▸ **Stored data entries**:

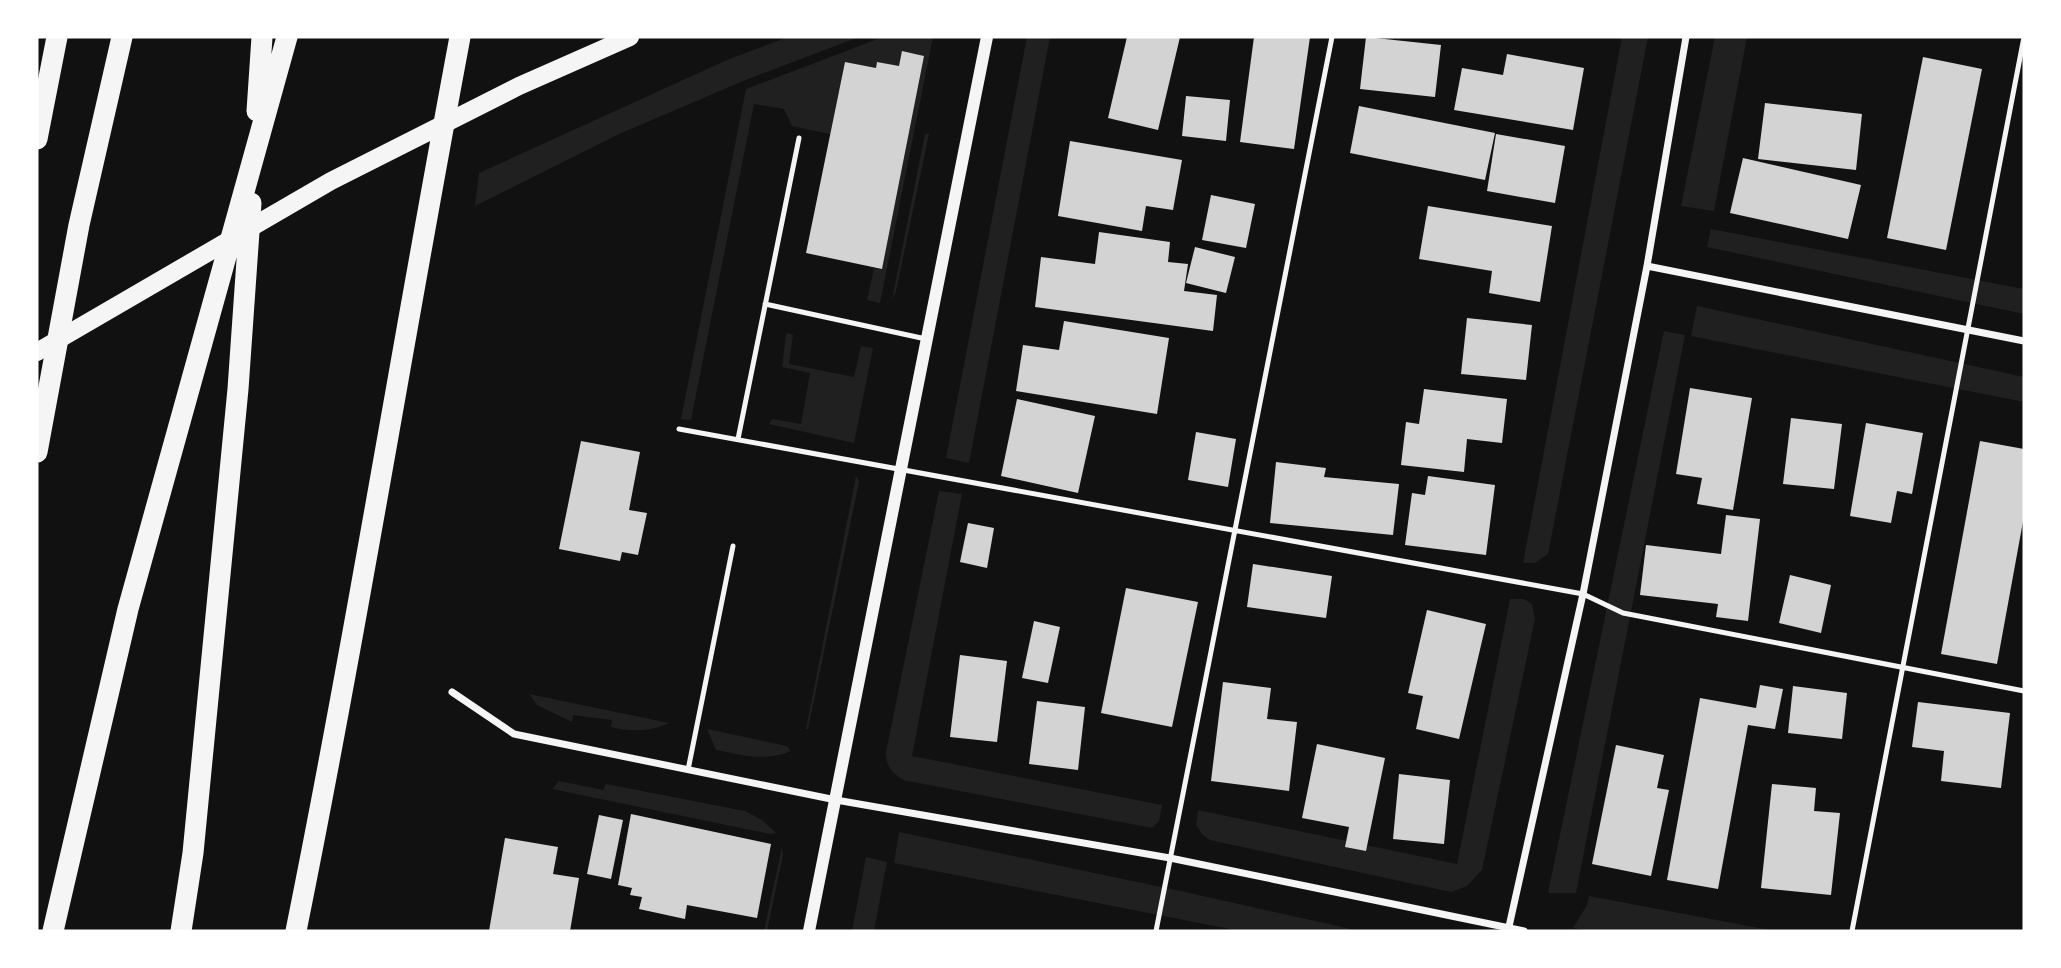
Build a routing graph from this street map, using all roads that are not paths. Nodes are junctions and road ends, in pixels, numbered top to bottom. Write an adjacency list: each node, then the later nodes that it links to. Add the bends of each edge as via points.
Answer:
1 (57, 37): 12 (highway)
2 (122, 37): 21 (highway, via 79,225)
3 (262, 37): 34 (highway, via 238,389 193,853)
4 (287, 37): 33 (highway, via 128,609)
5 (460, 37): 35 (highway)
6 (630, 37): 18 (main road, via 519,86 331,181)
7 (987, 37): 16 (street)
8 (1332, 37): 23 (lane)
9 (1686, 37): 13 (street)
10 (2024, 37): 15 (lane)
11 (799, 138): 14 (lane)
12 (37, 139)
13 (1647, 266): 15 (street); 25 (street)
14 (765, 304): 16 (lane); 20 (lane)
15 (1968, 330): 17 (street); 26 (lane)
16 (927, 339): 22 (street)
17 (2024, 341)
18 (37, 352)
19 (679, 429): 20 (lane)
20 (738, 439): 22 (lane)
21 (37, 452)
22 (901, 469): 23 (lane); 30 (street)
23 (1236, 530): 25 (lane); 31 (lane)
24 (733, 546): 29 (lane)
25 (1583, 594): 26 (lane, via 1623,614); 32 (street)
26 (1901, 667): 27 (lane); 39 (lane)
27 (2024, 691)
28 (452, 692): 29 (street, via 514,734)
29 (688, 770): 30 (street)
30 (836, 800): 31 (street); 36 (street)
31 (1170, 858): 32 (street); 37 (lane)
32 (1508, 930): 38 (street)
33 (53, 931)
34 (181, 931)
35 (296, 931)
36 (809, 931)
37 (1156, 931)
38 (1524, 931)
39 (1852, 931)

▸ **PROBLEM DESCRIPTION**: All the records need to be set down word for word, with the images left out.

▸ **COMPLETED TASK**:
Build a routing graph from this street map, using all roads that are not paths. Nodes are junctions and road ends, in pixels, numbered top to bottom. Write an adjacency list: each node, then the later nodes that it links to. Add the bends of each edge as via points.
Answer:
1 (57, 37): 12 (highway)
2 (122, 37): 21 (highway, via 79,225)
3 (262, 37): 34 (highway, via 238,389 193,853)
4 (287, 37): 33 (highway, via 128,609)
5 (460, 37): 35 (highway)
6 (630, 37): 18 (main road, via 519,86 331,181)
7 (987, 37): 16 (street)
8 (1332, 37): 23 (lane)
9 (1686, 37): 13 (street)
10 (2024, 37): 15 (lane)
11 (799, 138): 14 (lane)
12 (37, 139)
13 (1647, 266): 15 (street); 25 (street)
14 (765, 304): 16 (lane); 20 (lane)
15 (1968, 330): 17 (street); 26 (lane)
16 (927, 339): 22 (street)
17 (2024, 341)
18 (37, 352)
19 (679, 429): 20 (lane)
20 (738, 439): 22 (lane)
21 (37, 452)
22 (901, 469): 23 (lane); 30 (street)
23 (1236, 530): 25 (lane); 31 (lane)
24 (733, 546): 29 (lane)
25 (1583, 594): 26 (lane, via 1623,614); 32 (street)
26 (1901, 667): 27 (lane); 39 (lane)
27 (2024, 691)
28 (452, 692): 29 (street, via 514,734)
29 (688, 770): 30 (street)
30 (836, 800): 31 (street); 36 (street)
31 (1170, 858): 32 (street); 37 (lane)
32 (1508, 930): 38 (street)
33 (53, 931)
34 (181, 931)
35 (296, 931)
36 (809, 931)
37 (1156, 931)
38 (1524, 931)
39 (1852, 931)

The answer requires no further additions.